§ Problem description:
Go through the data below and return each line where the string "Allinger" occurs.

Data for the task: Begin

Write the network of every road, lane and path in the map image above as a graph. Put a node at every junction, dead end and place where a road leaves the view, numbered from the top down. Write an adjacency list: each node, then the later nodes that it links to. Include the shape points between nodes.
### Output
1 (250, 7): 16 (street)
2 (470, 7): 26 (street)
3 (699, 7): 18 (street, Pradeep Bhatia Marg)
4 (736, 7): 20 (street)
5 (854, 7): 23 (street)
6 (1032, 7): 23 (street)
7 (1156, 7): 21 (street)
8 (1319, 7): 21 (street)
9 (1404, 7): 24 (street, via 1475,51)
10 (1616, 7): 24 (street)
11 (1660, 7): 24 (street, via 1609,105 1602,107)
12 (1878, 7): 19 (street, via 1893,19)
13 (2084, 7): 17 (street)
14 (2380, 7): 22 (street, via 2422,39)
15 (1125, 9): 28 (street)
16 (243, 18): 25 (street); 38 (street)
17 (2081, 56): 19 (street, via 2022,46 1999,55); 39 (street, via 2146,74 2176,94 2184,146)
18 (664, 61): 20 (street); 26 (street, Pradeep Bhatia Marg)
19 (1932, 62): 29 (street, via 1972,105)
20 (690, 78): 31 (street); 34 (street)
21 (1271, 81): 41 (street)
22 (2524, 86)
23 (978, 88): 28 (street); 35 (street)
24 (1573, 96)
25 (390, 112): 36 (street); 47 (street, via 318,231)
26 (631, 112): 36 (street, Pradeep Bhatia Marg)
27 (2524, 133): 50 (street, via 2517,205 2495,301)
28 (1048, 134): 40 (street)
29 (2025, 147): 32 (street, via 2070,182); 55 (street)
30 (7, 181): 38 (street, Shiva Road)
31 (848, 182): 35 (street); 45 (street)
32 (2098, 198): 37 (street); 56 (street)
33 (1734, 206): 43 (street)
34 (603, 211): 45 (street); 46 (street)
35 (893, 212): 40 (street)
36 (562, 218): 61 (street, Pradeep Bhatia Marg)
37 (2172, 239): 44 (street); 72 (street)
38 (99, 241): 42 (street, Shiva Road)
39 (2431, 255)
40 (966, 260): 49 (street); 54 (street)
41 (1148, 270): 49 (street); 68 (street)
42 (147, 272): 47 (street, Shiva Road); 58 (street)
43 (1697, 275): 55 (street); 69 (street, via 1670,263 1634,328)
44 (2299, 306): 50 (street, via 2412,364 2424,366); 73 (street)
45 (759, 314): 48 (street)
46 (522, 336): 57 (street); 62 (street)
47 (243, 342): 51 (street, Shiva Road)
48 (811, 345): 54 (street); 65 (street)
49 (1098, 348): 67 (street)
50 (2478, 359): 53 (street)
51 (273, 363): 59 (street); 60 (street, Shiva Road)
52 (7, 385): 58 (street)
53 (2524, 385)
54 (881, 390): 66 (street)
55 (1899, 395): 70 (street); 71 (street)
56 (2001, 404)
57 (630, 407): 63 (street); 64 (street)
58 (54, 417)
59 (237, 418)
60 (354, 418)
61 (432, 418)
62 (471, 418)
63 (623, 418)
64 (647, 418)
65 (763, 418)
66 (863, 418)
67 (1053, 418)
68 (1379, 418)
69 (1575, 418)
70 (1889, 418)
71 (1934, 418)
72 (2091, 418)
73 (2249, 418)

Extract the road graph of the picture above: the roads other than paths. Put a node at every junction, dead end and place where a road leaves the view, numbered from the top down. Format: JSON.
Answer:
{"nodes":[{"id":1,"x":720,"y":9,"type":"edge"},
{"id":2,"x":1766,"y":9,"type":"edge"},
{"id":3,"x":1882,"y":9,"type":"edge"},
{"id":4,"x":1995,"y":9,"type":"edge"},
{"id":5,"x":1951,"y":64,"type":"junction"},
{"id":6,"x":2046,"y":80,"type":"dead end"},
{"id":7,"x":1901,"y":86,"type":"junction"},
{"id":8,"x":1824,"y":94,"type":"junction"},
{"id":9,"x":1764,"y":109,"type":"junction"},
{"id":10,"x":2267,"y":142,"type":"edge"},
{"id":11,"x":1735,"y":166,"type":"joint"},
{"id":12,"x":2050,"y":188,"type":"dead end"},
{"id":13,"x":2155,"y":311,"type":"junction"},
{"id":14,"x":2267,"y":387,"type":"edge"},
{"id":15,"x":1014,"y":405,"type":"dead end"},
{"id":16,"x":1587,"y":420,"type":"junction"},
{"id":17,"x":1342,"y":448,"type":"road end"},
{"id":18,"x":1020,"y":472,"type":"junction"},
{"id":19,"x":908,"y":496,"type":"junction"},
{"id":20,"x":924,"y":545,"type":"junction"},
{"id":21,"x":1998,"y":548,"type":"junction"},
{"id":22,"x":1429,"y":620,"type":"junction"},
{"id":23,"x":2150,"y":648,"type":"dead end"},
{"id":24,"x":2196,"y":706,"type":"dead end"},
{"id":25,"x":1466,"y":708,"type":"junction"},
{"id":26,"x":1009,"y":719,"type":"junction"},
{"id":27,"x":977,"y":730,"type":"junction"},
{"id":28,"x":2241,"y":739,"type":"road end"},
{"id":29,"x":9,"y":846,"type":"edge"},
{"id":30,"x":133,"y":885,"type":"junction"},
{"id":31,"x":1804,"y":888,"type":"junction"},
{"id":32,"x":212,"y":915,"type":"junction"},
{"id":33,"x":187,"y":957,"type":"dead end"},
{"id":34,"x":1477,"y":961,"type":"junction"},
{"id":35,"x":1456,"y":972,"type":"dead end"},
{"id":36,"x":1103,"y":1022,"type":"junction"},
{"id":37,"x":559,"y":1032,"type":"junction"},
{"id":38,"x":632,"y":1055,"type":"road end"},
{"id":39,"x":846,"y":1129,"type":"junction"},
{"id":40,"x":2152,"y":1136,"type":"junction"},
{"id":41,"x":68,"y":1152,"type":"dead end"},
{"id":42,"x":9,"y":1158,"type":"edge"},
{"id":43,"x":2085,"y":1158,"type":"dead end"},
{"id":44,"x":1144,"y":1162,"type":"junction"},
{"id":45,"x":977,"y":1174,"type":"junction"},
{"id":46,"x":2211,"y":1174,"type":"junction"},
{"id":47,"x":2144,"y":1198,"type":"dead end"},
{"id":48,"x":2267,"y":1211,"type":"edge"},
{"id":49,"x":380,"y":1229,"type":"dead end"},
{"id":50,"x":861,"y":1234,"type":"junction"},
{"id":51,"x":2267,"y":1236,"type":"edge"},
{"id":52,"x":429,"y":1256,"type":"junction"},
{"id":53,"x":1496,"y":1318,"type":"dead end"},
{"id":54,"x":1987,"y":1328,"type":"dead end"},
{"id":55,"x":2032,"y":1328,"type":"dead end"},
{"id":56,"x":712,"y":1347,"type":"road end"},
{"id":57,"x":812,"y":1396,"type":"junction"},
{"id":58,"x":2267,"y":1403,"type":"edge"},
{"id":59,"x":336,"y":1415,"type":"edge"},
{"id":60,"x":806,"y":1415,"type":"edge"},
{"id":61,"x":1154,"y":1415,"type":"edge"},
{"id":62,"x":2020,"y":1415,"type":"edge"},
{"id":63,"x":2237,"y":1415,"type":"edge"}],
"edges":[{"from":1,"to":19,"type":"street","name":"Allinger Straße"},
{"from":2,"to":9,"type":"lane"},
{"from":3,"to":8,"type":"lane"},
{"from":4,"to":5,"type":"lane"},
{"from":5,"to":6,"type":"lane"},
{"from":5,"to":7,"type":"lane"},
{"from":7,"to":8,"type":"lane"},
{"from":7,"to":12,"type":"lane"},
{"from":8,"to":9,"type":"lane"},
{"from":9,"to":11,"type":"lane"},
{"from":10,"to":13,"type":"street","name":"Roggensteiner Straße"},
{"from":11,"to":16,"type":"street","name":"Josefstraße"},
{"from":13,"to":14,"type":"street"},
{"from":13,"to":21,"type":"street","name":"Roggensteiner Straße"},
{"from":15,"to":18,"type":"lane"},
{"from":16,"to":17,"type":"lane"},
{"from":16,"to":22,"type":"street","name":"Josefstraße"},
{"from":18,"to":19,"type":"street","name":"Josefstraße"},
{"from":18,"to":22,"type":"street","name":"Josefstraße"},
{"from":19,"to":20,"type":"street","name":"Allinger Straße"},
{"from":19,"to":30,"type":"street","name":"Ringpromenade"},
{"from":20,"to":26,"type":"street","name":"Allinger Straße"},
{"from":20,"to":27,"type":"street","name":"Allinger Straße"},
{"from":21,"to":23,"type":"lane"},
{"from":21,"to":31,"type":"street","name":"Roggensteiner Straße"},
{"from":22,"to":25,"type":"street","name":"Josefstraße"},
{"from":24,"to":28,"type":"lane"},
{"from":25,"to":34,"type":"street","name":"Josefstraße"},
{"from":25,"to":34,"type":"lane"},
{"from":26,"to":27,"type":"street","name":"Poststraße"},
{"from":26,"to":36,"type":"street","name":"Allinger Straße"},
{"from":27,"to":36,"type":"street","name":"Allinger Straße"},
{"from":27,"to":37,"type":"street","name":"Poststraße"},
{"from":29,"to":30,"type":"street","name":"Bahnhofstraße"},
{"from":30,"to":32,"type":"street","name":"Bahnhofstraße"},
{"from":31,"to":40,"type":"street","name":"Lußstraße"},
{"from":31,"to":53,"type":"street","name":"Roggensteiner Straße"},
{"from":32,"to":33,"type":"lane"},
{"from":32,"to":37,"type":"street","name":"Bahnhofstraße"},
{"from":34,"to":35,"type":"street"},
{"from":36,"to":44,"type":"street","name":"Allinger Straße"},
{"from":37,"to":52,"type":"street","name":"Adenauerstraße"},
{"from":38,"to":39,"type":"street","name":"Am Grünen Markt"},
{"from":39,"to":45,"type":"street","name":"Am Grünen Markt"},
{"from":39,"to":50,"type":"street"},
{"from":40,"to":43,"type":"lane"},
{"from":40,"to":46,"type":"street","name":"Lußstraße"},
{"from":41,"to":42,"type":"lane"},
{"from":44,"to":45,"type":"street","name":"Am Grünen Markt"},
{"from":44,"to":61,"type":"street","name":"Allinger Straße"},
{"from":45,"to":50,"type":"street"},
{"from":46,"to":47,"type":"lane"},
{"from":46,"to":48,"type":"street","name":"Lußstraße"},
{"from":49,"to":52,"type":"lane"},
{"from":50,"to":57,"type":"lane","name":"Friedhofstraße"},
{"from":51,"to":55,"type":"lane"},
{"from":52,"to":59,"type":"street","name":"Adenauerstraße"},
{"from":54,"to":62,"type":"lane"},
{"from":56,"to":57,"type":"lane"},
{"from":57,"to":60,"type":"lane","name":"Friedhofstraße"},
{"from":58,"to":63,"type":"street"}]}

Data for the task: End

§ Answer to this task:
"edges":[{"from":1,"to":19,"type":"street","name":"Allinger Straße"},
{"from":19,"to":20,"type":"street","name":"Allinger Straße"},
{"from":20,"to":26,"type":"street","name":"Allinger Straße"},
{"from":20,"to":27,"type":"street","name":"Allinger Straße"},
{"from":26,"to":36,"type":"street","name":"Allinger Straße"},
{"from":27,"to":36,"type":"street","name":"Allinger Straße"},
{"from":36,"to":44,"type":"street","name":"Allinger Straße"},
{"from":44,"to":61,"type":"street","name":"Allinger Straße"},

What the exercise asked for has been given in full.